**Your instructions**: Your answer should consist of all lines in the listing that hold the word "Jenaer".

**Listed entries**:
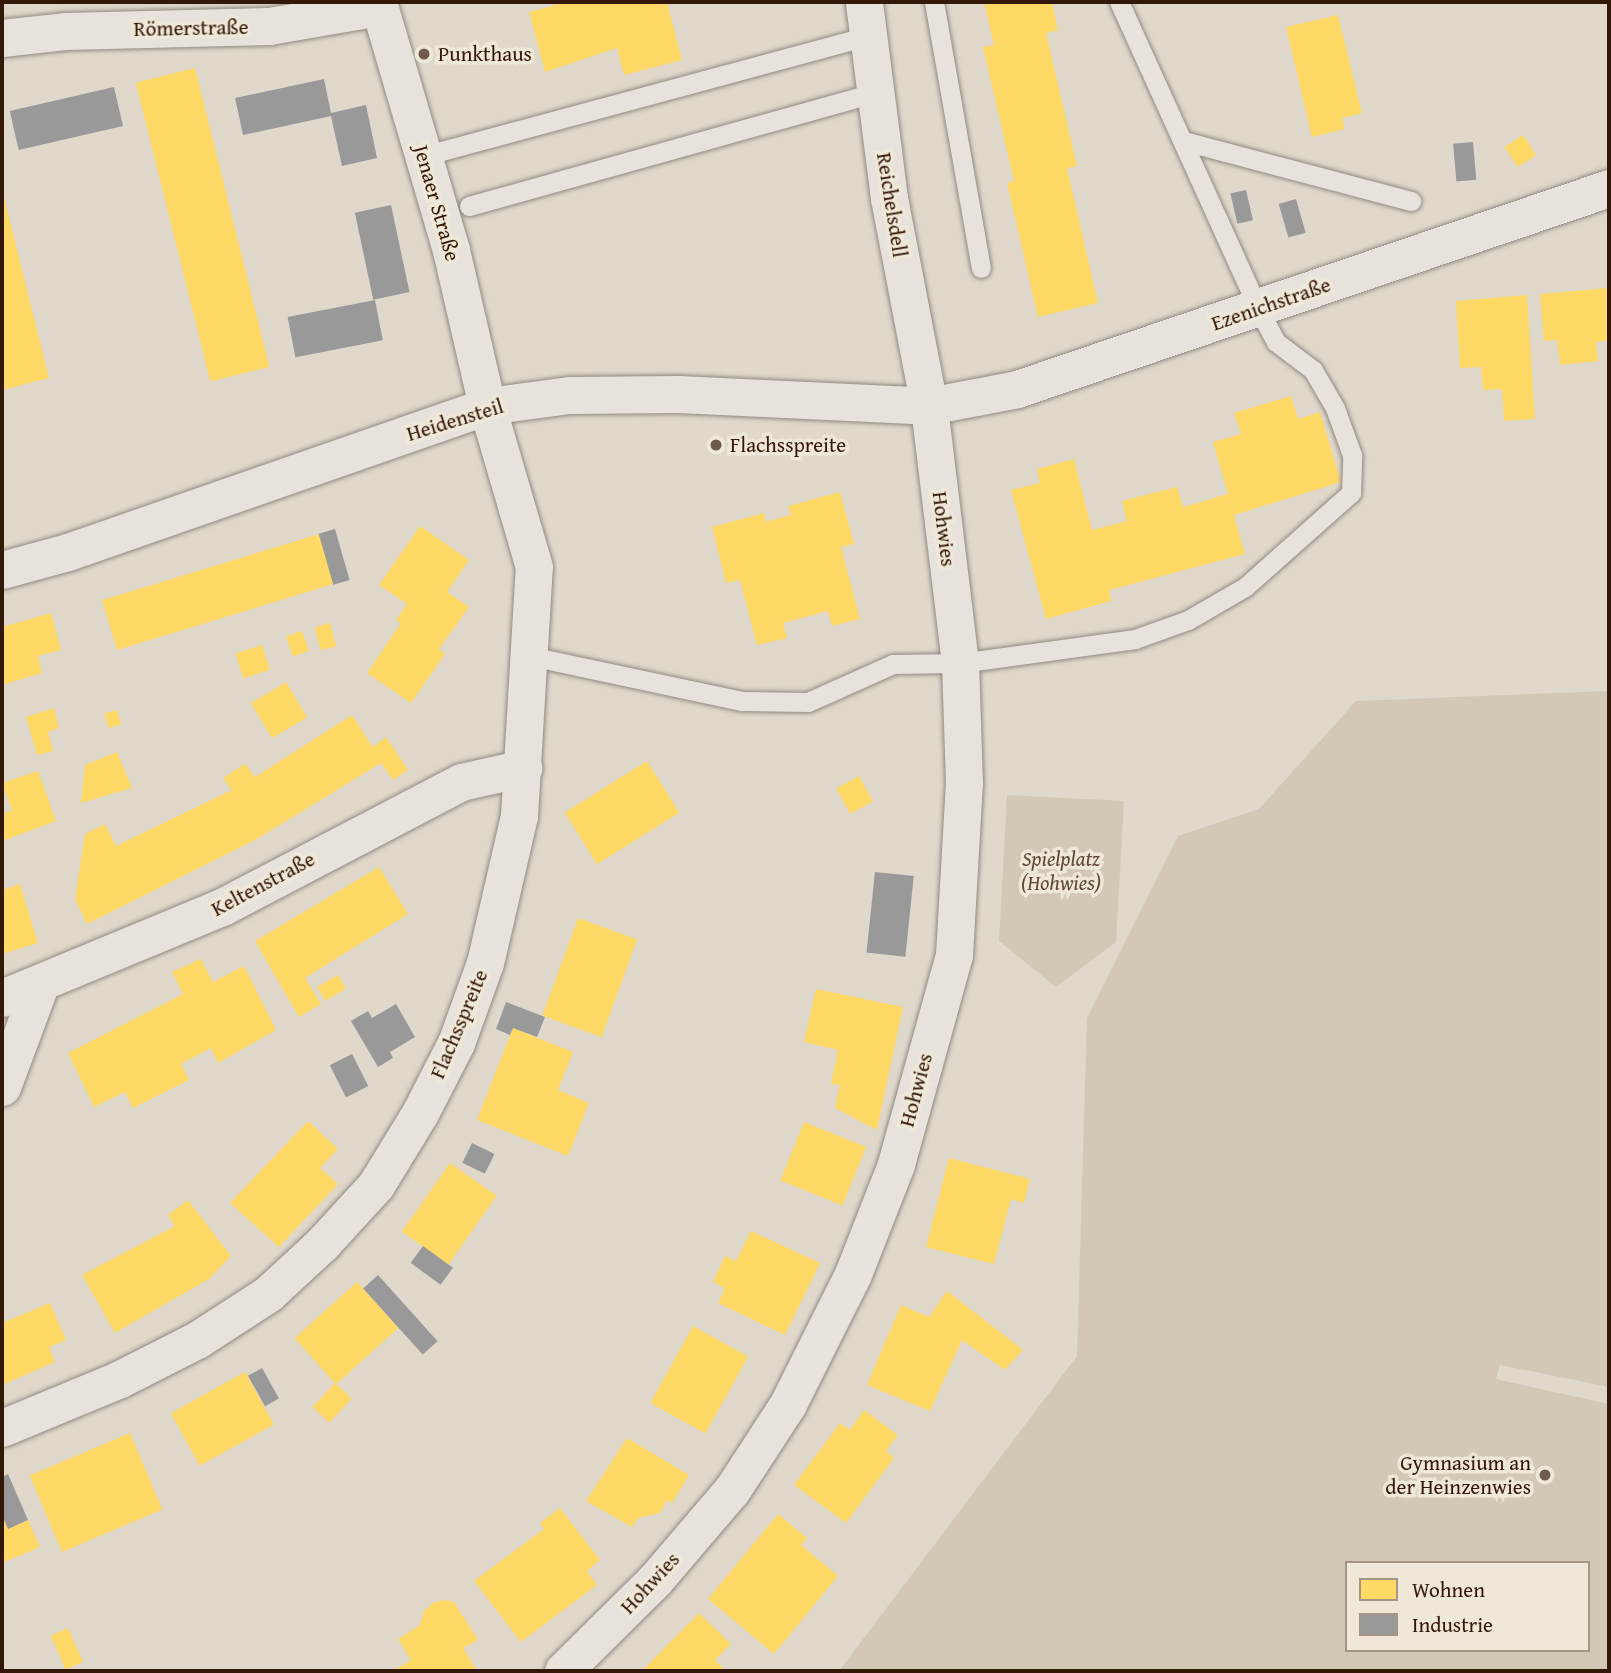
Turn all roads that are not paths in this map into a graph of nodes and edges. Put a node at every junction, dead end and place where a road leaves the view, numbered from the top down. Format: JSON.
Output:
{"nodes":[{"id":1,"x":934,"y":2,"type":"edge"},
{"id":2,"x":1119,"y":2,"type":"edge"},
{"id":3,"x":378,"y":5,"type":"edge"},
{"id":4,"x":865,"y":19,"type":"edge"},
{"id":5,"x":2,"y":38,"type":"edge"},
{"id":6,"x":877,"y":92,"type":"junction"},
{"id":7,"x":1184,"y":141,"type":"junction"},
{"id":8,"x":423,"y":156,"type":"junction"},
{"id":9,"x":1609,"y":188,"type":"edge"},
{"id":10,"x":1411,"y":201,"type":"dead end"},
{"id":11,"x":469,"y":206,"type":"dead end"},
{"id":12,"x":981,"y":268,"type":"dead end"},
{"id":13,"x":1258,"y":308,"type":"junction"},
{"id":14,"x":487,"y":406,"type":"junction"},
{"id":15,"x":929,"y":406,"type":"junction"},
{"id":16,"x":2,"y":570,"type":"edge"},
{"id":17,"x":530,"y":656,"type":"junction"},
{"id":18,"x":960,"y":663,"type":"junction"},
{"id":19,"x":523,"y":768,"type":"junction"},
{"id":20,"x":40,"y":985,"type":"junction"},
{"id":21,"x":2,"y":998,"type":"edge"},
{"id":22,"x":2,"y":1087,"type":"edge"},
{"id":23,"x":2,"y":1429,"type":"edge"},
{"id":24,"x":563,"y":1671,"type":"edge"}],
"edges":[{"from":1,"to":12,"type":"lane"},
{"from":2,"to":7,"type":"lane"},
{"from":3,"to":5,"type":"street","name":"Römerstraße"},
{"from":3,"to":8,"type":"street","name":"Jenaer Straße"},
{"from":4,"to":6,"type":"street","name":"Reichelsdell"},
{"from":4,"to":8,"type":"lane"},
{"from":6,"to":11,"type":"lane"},
{"from":6,"to":15,"type":"street","name":"Reichelsdell"},
{"from":7,"to":10,"type":"lane"},
{"from":7,"to":13,"type":"lane"},
{"from":8,"to":14,"type":"street","name":"Jenaer Straße"},
{"from":9,"to":13,"type":"street","name":"Ezenichstraße"},
{"from":13,"to":15,"type":"street","name":"Ezenichstraße"},
{"from":13,"to":18,"type":"lane"},
{"from":14,"to":15,"type":"street","name":"Heidensteil"},
{"from":14,"to":16,"type":"street","name":"Heidensteil"},
{"from":14,"to":17,"type":"street","name":"Flachsspreite"},
{"from":15,"to":18,"type":"street","name":"Hohwies"},
{"from":17,"to":18,"type":"lane"},
{"from":17,"to":19,"type":"street","name":"Flachsspreite"},
{"from":18,"to":24,"type":"street","name":"Hohwies"},
{"from":19,"to":20,"type":"street","name":"Keltenstraße"},
{"from":19,"to":23,"type":"street","name":"Flachsspreite"},
{"from":20,"to":21,"type":"street","name":"Keltenstraße"},
{"from":20,"to":22,"type":"street"}]}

**Result**:
{"from":3,"to":8,"type":"street","name":"Jenaer Straße"},
{"from":8,"to":14,"type":"street","name":"Jenaer Straße"},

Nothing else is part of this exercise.